──────── The data ────────

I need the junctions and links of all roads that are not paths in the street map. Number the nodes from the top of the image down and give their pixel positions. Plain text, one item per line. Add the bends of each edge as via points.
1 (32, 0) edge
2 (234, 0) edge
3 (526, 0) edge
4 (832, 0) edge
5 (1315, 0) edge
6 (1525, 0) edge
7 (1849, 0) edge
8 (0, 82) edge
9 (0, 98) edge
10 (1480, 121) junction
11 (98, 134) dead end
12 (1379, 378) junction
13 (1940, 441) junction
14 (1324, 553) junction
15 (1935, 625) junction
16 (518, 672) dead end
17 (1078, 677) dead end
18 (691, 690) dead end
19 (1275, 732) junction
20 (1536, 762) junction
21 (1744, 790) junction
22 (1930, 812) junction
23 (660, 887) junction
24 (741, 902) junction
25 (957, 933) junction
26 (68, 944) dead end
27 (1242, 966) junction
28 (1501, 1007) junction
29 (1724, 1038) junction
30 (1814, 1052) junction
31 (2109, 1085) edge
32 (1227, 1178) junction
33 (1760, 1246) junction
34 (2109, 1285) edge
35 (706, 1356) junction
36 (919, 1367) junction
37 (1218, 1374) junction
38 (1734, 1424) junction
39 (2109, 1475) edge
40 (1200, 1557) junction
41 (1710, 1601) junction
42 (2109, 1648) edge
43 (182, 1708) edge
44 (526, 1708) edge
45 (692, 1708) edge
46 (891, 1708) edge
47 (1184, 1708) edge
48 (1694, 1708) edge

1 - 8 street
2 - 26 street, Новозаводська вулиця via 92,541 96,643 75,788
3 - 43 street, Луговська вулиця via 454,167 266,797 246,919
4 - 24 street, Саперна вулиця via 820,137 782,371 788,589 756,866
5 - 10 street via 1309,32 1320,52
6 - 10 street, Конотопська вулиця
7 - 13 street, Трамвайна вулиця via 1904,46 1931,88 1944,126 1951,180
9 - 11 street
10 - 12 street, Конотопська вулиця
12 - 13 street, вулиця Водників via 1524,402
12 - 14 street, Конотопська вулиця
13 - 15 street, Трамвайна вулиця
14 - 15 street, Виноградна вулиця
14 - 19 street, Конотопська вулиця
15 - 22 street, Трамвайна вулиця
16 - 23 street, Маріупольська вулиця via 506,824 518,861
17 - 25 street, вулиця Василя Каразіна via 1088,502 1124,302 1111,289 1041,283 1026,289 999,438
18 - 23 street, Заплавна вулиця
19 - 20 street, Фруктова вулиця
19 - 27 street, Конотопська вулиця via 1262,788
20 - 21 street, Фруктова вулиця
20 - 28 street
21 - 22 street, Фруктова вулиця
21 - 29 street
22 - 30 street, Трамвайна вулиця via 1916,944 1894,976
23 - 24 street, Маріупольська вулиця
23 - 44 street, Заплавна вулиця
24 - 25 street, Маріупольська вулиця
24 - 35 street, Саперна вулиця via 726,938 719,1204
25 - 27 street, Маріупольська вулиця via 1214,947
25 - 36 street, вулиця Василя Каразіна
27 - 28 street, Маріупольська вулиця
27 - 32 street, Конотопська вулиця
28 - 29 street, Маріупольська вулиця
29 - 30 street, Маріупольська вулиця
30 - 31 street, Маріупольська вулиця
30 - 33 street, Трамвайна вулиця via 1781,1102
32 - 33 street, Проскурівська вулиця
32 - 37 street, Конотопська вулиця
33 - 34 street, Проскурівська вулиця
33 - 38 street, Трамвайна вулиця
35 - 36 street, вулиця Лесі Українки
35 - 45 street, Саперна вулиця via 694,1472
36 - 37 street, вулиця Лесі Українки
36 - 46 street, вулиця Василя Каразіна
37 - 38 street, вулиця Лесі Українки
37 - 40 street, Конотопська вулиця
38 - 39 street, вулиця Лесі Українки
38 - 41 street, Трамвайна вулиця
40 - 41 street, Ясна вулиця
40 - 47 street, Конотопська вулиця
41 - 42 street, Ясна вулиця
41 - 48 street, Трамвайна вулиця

────────

What number of lines in the data contain the word "Каразіна"? Give the number and nothing else.

3